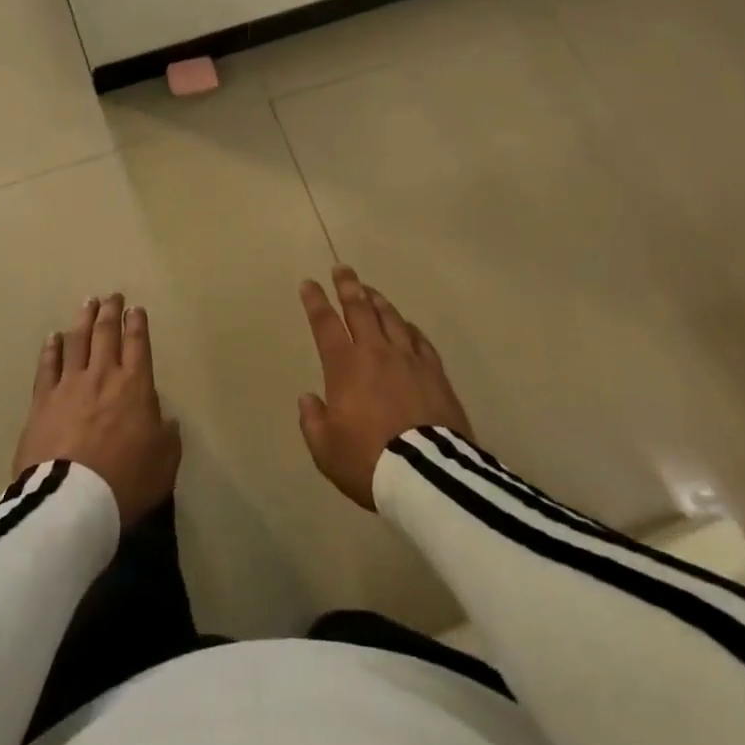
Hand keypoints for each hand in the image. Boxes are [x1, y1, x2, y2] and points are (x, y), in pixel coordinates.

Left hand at [13, 294, 181, 525]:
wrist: (71, 502)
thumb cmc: (125, 482)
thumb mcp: (164, 463)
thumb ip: (167, 436)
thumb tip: (167, 420)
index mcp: (135, 386)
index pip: (138, 344)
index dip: (137, 323)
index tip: (136, 309)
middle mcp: (102, 376)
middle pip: (106, 334)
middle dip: (111, 312)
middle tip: (112, 296)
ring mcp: (69, 385)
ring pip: (77, 341)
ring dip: (83, 319)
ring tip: (87, 303)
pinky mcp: (42, 402)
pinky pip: (47, 366)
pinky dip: (52, 349)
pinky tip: (54, 337)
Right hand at [297, 266, 474, 509]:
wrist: (426, 476)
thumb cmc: (368, 461)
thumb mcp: (326, 450)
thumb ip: (313, 421)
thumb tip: (309, 399)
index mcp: (345, 366)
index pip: (325, 324)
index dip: (315, 301)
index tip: (309, 283)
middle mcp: (376, 352)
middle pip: (360, 309)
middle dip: (348, 286)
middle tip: (342, 268)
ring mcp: (409, 359)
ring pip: (391, 318)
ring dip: (378, 300)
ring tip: (370, 290)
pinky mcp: (435, 373)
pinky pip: (420, 339)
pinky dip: (409, 327)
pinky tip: (406, 325)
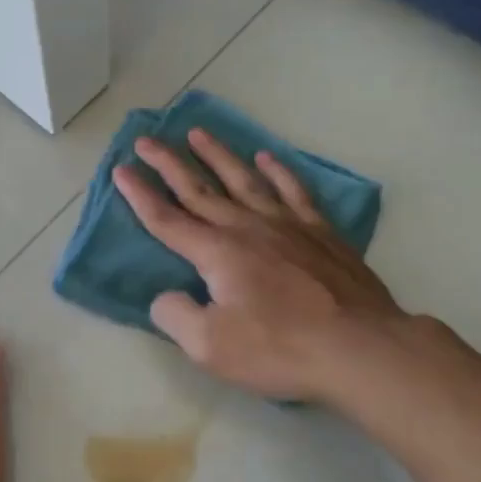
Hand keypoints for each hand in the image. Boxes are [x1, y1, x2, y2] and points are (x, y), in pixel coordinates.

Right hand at [113, 129, 406, 401]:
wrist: (359, 347)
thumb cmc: (279, 349)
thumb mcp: (210, 346)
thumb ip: (176, 316)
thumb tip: (165, 297)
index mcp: (217, 253)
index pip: (167, 219)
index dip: (140, 195)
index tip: (121, 170)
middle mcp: (247, 228)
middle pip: (200, 189)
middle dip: (168, 163)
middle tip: (146, 139)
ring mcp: (287, 226)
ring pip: (244, 180)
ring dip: (218, 155)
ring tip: (198, 132)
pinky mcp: (320, 233)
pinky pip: (294, 191)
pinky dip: (278, 171)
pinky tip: (266, 158)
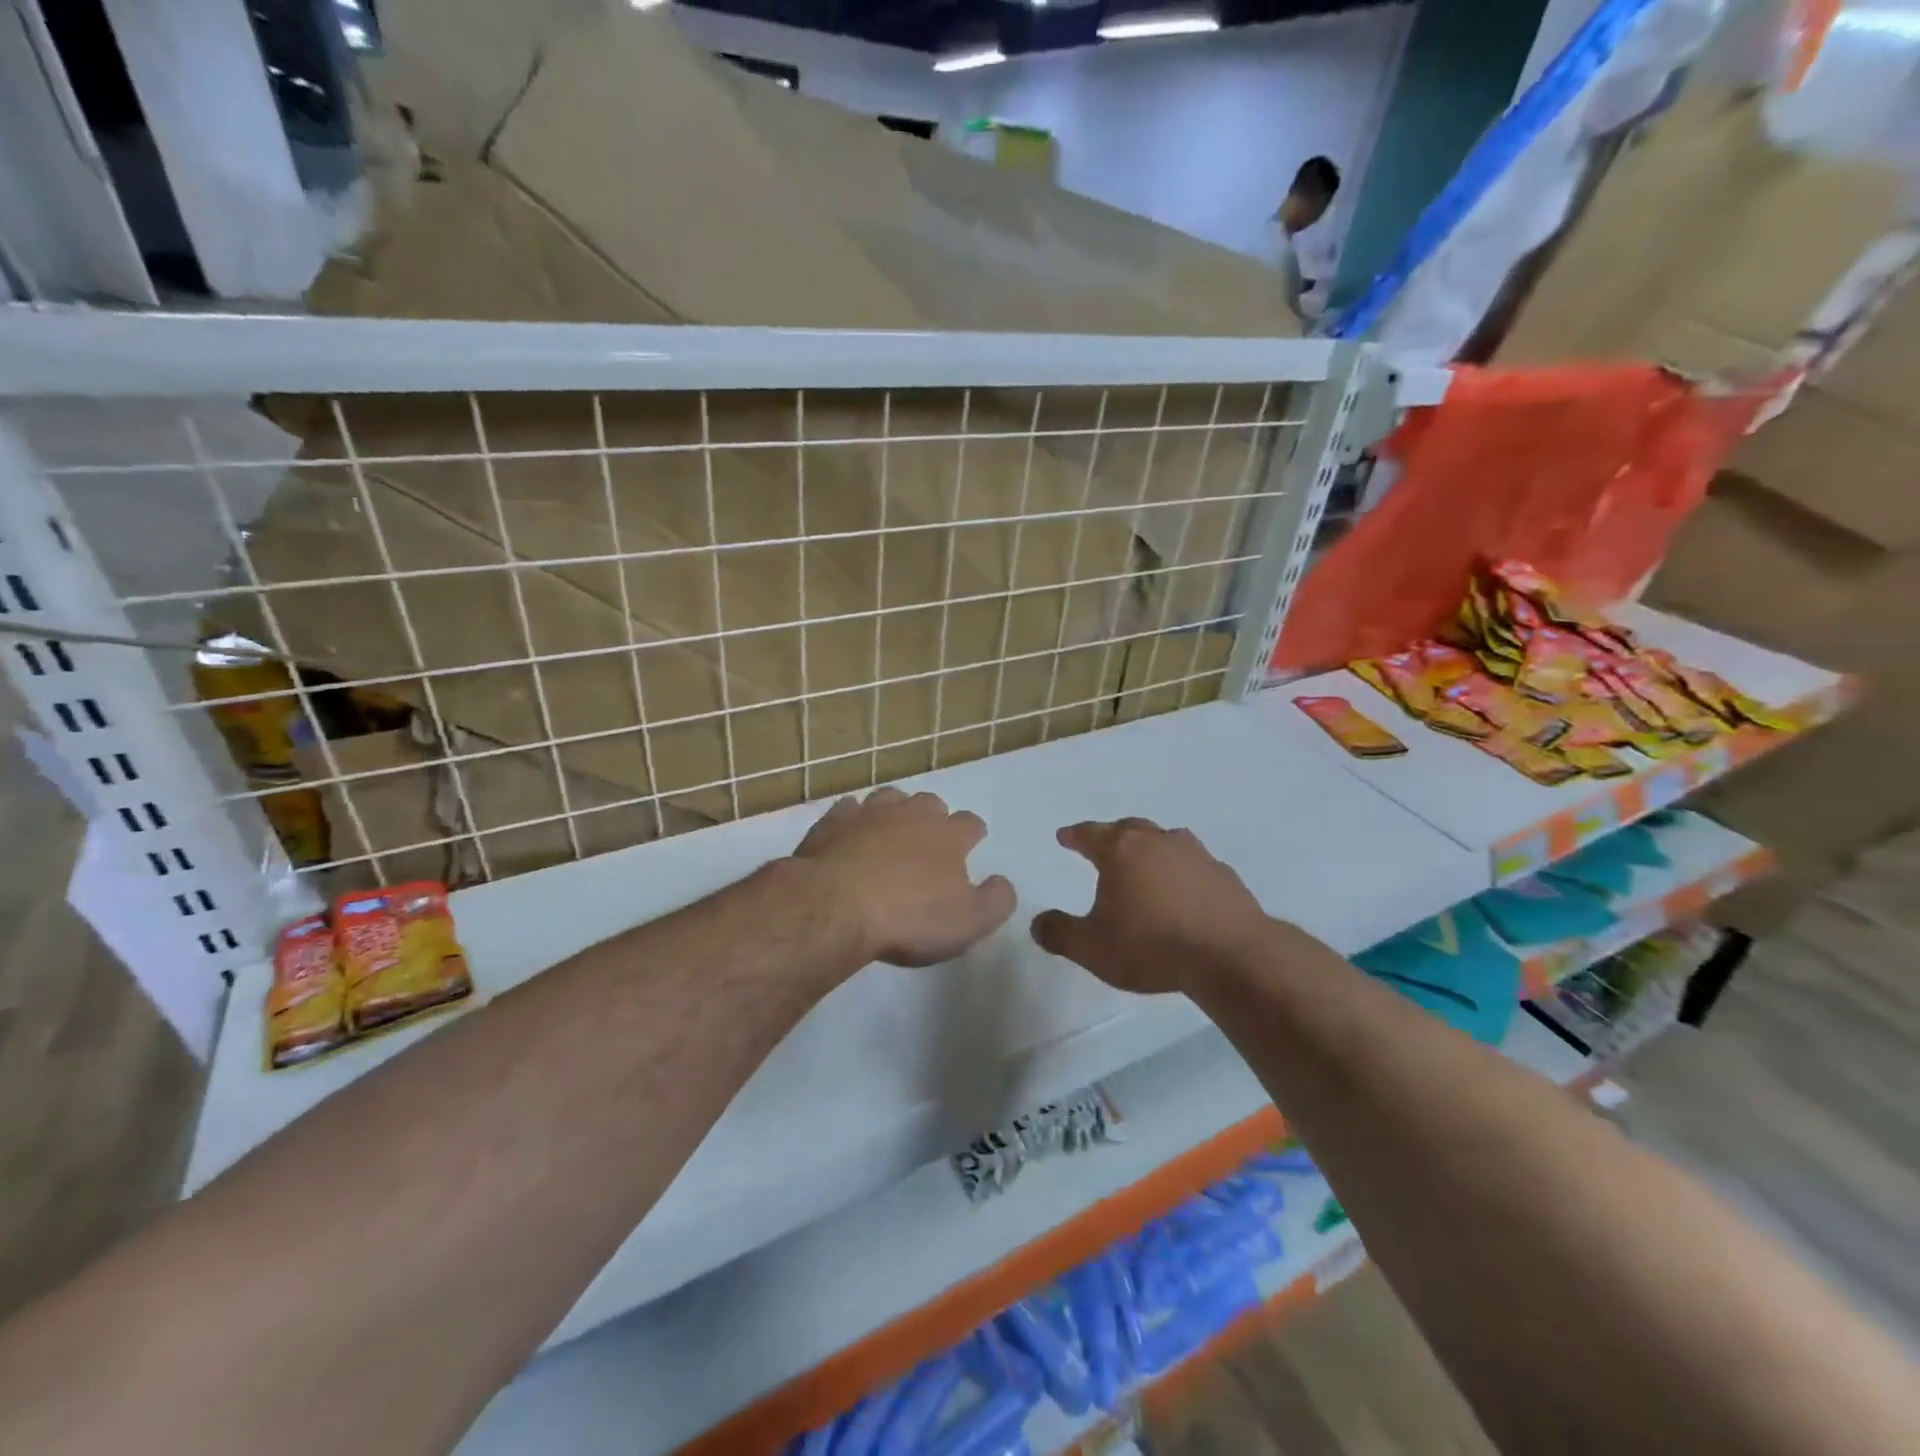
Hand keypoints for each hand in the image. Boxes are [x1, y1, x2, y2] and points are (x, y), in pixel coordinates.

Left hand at [793, 788, 1015, 967]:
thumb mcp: (969, 922)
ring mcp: (869, 813)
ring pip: (890, 798)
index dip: (972, 835)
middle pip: (930, 803)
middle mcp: (911, 814)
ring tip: (890, 833)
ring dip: (894, 812)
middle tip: (927, 844)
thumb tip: (1002, 882)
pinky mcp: (833, 822)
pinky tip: (850, 835)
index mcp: (948, 835)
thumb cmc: (908, 917)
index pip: (971, 823)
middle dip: (933, 818)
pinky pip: (849, 810)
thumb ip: (996, 900)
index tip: (970, 846)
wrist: (835, 906)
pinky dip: (854, 819)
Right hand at [1031, 819, 1267, 994]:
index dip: (1074, 835)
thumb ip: (1060, 933)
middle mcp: (1157, 842)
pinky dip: (1182, 871)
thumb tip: (1037, 922)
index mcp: (1121, 851)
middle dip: (1112, 835)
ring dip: (1151, 849)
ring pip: (1166, 840)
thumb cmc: (1152, 945)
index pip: (1090, 833)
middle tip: (1103, 846)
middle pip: (1129, 828)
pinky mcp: (1224, 875)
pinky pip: (1194, 865)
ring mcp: (1195, 855)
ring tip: (1145, 864)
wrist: (1231, 955)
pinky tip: (1184, 891)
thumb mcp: (1092, 948)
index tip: (1065, 836)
==========
Starting from the line with "middle dip: (348, 286)" in the records above, repeat each line exactly until you have written the line with "thumb cmc: (279, 349)", then stop; drop the pictures.

middle dip: (348, 286)
middle tip: (342, 268)
ring mcp: (409, 359)
ring pip: (391, 318)
ring dip: (378, 300)
ring tip: (370, 290)
pinky mcp: (435, 373)
pinky pip: (420, 339)
pinky dip: (409, 327)
pinky tip: (406, 325)
Hand keypoints for each hand in the image. Boxes are [x1, y1, x2, y2] and points are (x, y), in pixel coordinates.

Right hand at [113, 129, 406, 401]:
wrist: (359, 347)
thumb cmc: (279, 349)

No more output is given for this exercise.